Unfortunately for all involved, Ms. Rencher was not deterred by the Court's orders. Contrary to the terms of the orders, and acting without counsel, she personally signed petitions commencing two of these three corporate bankruptcy cases (Bankr. Nos. 12-41256 and 12-41257). She also failed to file complete schedules and other required documents in these cases. And in Bankr. No. 12-41334, Ms. Rencher engaged an attorney from California to file an Idaho bankruptcy case without informing him first about the Court's order restricting additional incomplete filings. In none of the cases were complete schedules filed by Ms. Rencher or the attorney.

Apparently, the attorney also failed to adequately and independently research the bankruptcy filing history of the company he was retained to represent, despite the question on the bankruptcy petition asking for the details of any recent filings. The attorney's conduct in failing to discover the existence of, or to comply with, the Court's order prohibiting incomplete filings is the subject of other pending proceedings. No opinion is expressed herein concerning the propriety of his actions.

According to Ms. Rencher's response to the OSCs and testimony, her motivation for again causing these bankruptcy filings without first obtaining this Court's permission and without filing complete schedules was to prevent certain creditor actions she personally felt were improper. But based on the record, the Court declines to believe Ms. Rencher's testimony and arguments regarding the circumstances of these filings. Instead, the Court finds that Ms. Rencher's conduct was motivated by bad faith and otherwise indefensible. In filing these bankruptcy cases under these circumstances, her conduct amounts to the knowing, willful violation of the Court's prior orders. Ms. Rencher has (again) abused the legal process, impaired the integrity of the federal bankruptcy system, and diverted the limited resources of the UST, a case trustee, and the Court, to servicing bankruptcy cases filed for no legitimate purpose. Ms. Rencher's collective shenanigans potentially prejudice all those other parties legitimately in need of the help of the UST, the case trustee, and the Court and its staff in the thousands of good faith bankruptcy cases pending in this District.

In her responses to the OSCs, Ms. Rencher's attorney alleges that: Debtor was simply ignorant to legal proceedings and did not adequately understand the orders of this court. Bankr. No. 12-41256, Dkt. No. 42 at 4, Bankr. No. 12-41257, Dkt. No. 36 at 4, and Bankr. No. 12-41334, Dkt. No. 66 at 4. Given the record, this statement is plainly not credible. By the time she commenced these three cases, Ms. Rencher was an experienced "do-it-yourself" bankruptcy-filer who knew that she should not be practicing law by representing her companies in federal court proceedings, and that through her deficient filings, she could only expect temporary relief from the filings before they would be dismissed for her failure to follow the rules. As noted above, the Court declines to believe Ms. Rencher's suggestions that she either did not know about the Court's prior orders restricting future bankruptcy filings, or that she did not understand the import of the terms of the orders.

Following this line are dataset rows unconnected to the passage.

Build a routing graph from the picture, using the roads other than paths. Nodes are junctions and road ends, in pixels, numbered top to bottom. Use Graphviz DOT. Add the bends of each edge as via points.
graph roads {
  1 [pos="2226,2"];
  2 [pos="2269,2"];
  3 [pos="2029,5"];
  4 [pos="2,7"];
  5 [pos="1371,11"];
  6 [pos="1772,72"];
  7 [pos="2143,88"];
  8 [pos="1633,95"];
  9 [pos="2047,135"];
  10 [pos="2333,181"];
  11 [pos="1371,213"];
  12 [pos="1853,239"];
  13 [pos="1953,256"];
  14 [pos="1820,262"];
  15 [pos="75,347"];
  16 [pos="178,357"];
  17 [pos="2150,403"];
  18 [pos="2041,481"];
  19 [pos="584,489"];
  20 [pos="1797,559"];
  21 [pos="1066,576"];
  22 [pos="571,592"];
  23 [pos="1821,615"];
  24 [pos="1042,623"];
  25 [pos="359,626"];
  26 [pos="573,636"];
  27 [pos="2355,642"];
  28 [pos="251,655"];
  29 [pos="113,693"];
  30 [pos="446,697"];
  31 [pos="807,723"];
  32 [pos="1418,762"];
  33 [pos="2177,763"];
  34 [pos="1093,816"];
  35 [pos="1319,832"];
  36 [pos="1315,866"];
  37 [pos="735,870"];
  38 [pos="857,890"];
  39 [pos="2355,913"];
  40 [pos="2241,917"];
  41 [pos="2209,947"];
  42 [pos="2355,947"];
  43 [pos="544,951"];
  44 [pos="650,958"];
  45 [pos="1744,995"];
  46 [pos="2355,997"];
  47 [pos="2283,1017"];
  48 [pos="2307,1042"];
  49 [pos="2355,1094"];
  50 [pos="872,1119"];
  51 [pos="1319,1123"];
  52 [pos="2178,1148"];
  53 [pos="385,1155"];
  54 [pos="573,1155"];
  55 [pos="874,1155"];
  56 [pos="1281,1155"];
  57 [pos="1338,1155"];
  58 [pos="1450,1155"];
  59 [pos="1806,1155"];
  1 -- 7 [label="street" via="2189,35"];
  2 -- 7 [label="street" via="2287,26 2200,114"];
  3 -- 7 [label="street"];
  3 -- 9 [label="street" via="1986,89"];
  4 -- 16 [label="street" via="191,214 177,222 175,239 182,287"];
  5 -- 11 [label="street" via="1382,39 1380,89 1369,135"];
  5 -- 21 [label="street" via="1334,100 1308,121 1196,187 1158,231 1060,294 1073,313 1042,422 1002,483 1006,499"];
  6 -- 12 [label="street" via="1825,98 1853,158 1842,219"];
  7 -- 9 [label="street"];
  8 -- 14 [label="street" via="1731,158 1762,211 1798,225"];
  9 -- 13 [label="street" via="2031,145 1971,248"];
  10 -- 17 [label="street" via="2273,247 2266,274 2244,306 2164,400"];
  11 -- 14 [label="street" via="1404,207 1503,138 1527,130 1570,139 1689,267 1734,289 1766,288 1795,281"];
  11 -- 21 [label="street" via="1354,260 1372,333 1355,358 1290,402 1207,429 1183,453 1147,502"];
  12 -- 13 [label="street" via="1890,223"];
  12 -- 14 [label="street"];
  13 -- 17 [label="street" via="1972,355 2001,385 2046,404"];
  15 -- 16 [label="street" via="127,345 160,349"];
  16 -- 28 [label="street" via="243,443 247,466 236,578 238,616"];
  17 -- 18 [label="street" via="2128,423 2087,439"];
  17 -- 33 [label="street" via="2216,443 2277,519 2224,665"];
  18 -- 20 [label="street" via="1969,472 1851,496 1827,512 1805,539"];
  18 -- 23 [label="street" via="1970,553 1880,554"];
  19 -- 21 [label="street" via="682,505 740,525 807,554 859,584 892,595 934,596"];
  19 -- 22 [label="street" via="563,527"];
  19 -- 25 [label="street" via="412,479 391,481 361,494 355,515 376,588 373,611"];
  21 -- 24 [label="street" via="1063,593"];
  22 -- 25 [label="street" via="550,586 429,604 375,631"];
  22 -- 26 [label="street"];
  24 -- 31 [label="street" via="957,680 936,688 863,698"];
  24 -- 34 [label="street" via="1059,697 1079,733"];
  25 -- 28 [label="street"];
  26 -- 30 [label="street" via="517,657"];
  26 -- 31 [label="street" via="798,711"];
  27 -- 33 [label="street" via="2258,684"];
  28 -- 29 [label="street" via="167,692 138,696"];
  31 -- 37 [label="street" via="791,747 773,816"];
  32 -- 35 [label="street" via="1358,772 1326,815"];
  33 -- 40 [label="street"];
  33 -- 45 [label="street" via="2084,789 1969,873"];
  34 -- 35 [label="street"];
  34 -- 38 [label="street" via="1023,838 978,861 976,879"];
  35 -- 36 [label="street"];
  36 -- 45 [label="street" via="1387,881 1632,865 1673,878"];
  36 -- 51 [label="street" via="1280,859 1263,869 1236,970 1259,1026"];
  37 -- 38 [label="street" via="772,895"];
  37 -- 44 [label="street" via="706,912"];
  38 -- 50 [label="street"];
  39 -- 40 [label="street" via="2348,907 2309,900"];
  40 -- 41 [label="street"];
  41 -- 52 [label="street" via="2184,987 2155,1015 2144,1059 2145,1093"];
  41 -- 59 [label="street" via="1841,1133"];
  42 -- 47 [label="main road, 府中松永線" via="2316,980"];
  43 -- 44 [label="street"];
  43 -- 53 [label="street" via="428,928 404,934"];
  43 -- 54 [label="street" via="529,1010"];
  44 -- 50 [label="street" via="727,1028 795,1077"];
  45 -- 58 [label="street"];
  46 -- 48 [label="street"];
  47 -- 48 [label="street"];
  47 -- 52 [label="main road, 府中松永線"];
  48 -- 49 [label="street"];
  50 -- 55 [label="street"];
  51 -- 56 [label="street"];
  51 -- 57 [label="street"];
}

The Court considered dismissing these cases, but has decided not to do so. Allowing the bankruptcy cases to be administered by the trustee and closed, even though creditors will not likely receive any substantial distributions, will hopefully remove any temptation by Ms. Rencher to again attempt bankruptcy filings for these now officially-defunct companies. In this fashion, creditors holding liens on the companies' assets may hope to pursue foreclosure without the threat of additional interruptions from the automatic stay.

In addition to its various statutory powers, this Court is vested with the necessary inherent powers to deal with those who refuse to willfully obey the lawful orders of the bankruptcy courts. See Caldwell v. Unified Capital Corp. (In re Rainbow Magazine, Inc.), 77 F.3d 278, 283 (9th Cir. 1996) (affirming the bankruptcy court had "inherent power to sanction" an individual that controlled a corporation for his abuse of the bankruptcy process in bad faith filing of a bankruptcy that goes beyond even Bankruptcy Rule 9011 power to sanction). Ms. Rencher's brand of mischief is unacceptable and her conduct requires a response. While it gives the Court little satisfaction to do so, for all the reasons discussed above, other good cause shown,

At bottom, bankruptcy is a remedy designed to give honest, unfortunate debtors a fresh financial start via a discharge of indebtedness. See Local Loan Co. v. Hunt, 292 U.S. 234, 244 (1934). It also provides a fair system to distribute assets among a debtor's creditors. Id. Corporate entities do not receive discharges. And given the extent of the claims of secured creditors, it is also doubtful that there will be any assets available for liquidation and distribution to creditors in these cases. In short, using a bankruptcy case solely to impair creditor collections actions in this situation furthers neither of these fundamental goals of the bankruptcy system.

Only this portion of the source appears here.